Scientists have discovered that a space inside a special type of carbon molecule can be used to imprison other smaller molecules such as hydrogen or water.
The nano-metre sized cavity of the hollow spherical C60 Buckminsterfullerene or bucky ball effectively creates a 'nanolaboratory', allowing detailed study of the quantum mechanical principles that determine the motion of the caged molecule, including the mysterious wave-like behaviour that is a fundamental property of all matter.
Experiments by the international collaboration of researchers, including physicists from The University of Nottingham, have revealed the wave-like behaviour and show how the imprisoned H2 and H2O molecules 'quantum rattle' in their cage.
Professor Tony Horsewill, of the School of Physics and Astronomy at The University of Nottingham, said: "For me a lot of the motivation for carrying out this investigation came from the sheer pleasure of studying such a unique and beautiful molecule and teasing out the fascinating insights it gave into the fundamentals of quantum molecular dynamics. Intellectually, it's been hugely enjoyable.
"However, as with any blue-skies research initiative there is always the promise of new, often unforeseen, applications.
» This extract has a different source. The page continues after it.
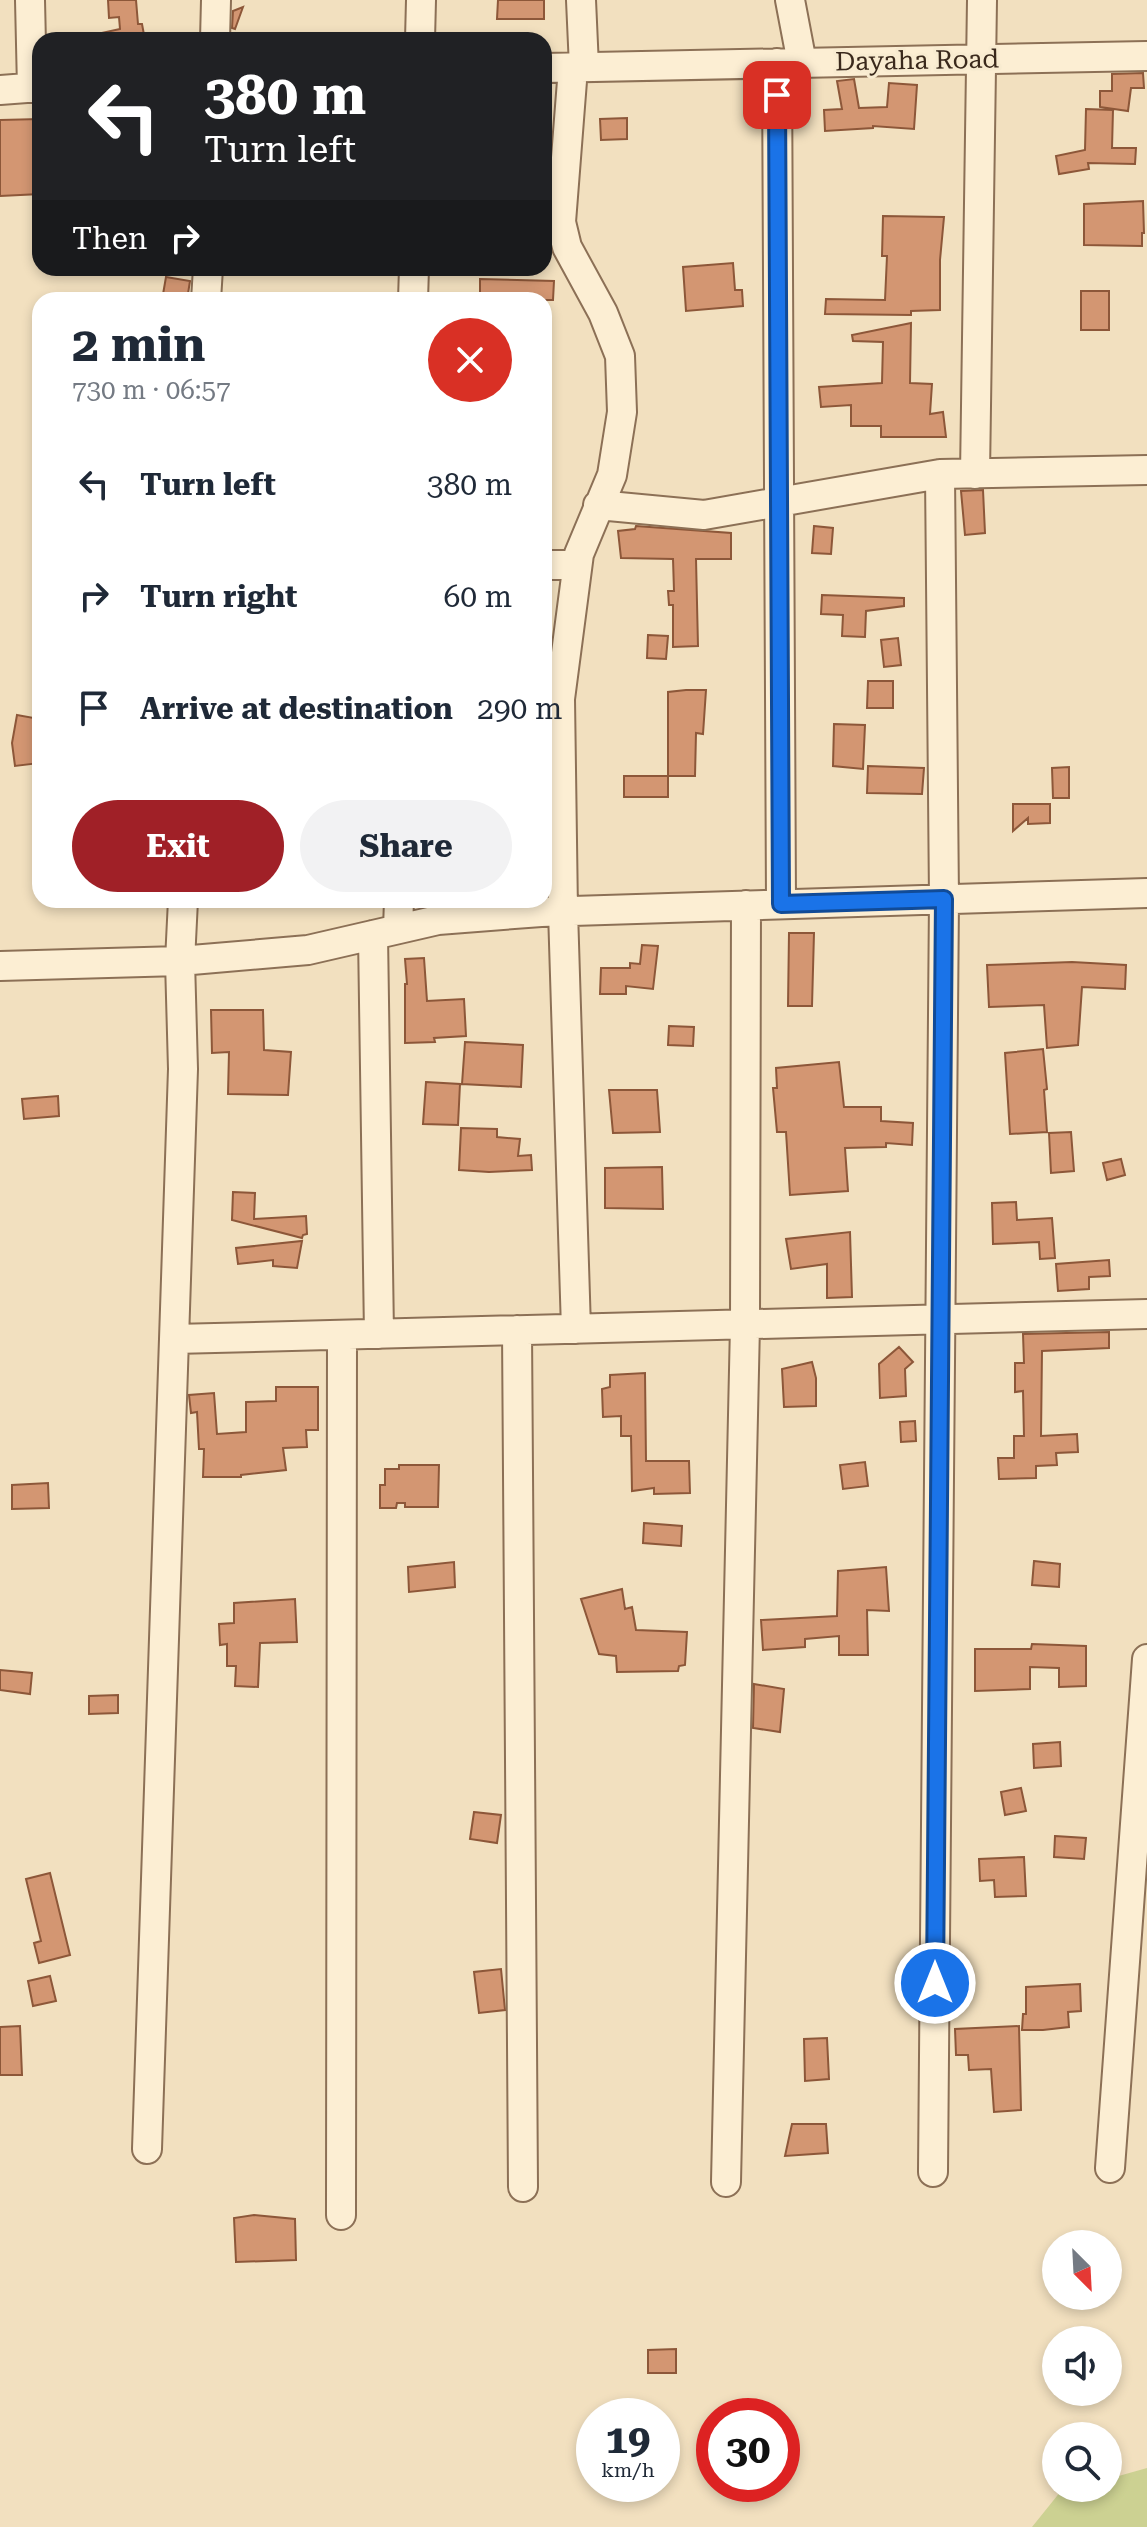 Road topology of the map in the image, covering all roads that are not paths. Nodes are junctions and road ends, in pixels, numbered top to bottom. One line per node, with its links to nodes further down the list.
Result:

Indeed, in the case of water molecules inside bucky balls we have a guest molecule that possesses an electric dipole moment and the collaboration is already investigating its use in molecular electronics, including as an innovative component of a molecular transistor."
The research, which involved scientists from the US, Japan, France, Estonia and the universities of Nottingham and Southampton in the UK, has recently been published in the prestigious journal Proceedings of the National Academy of Sciences (PNAS).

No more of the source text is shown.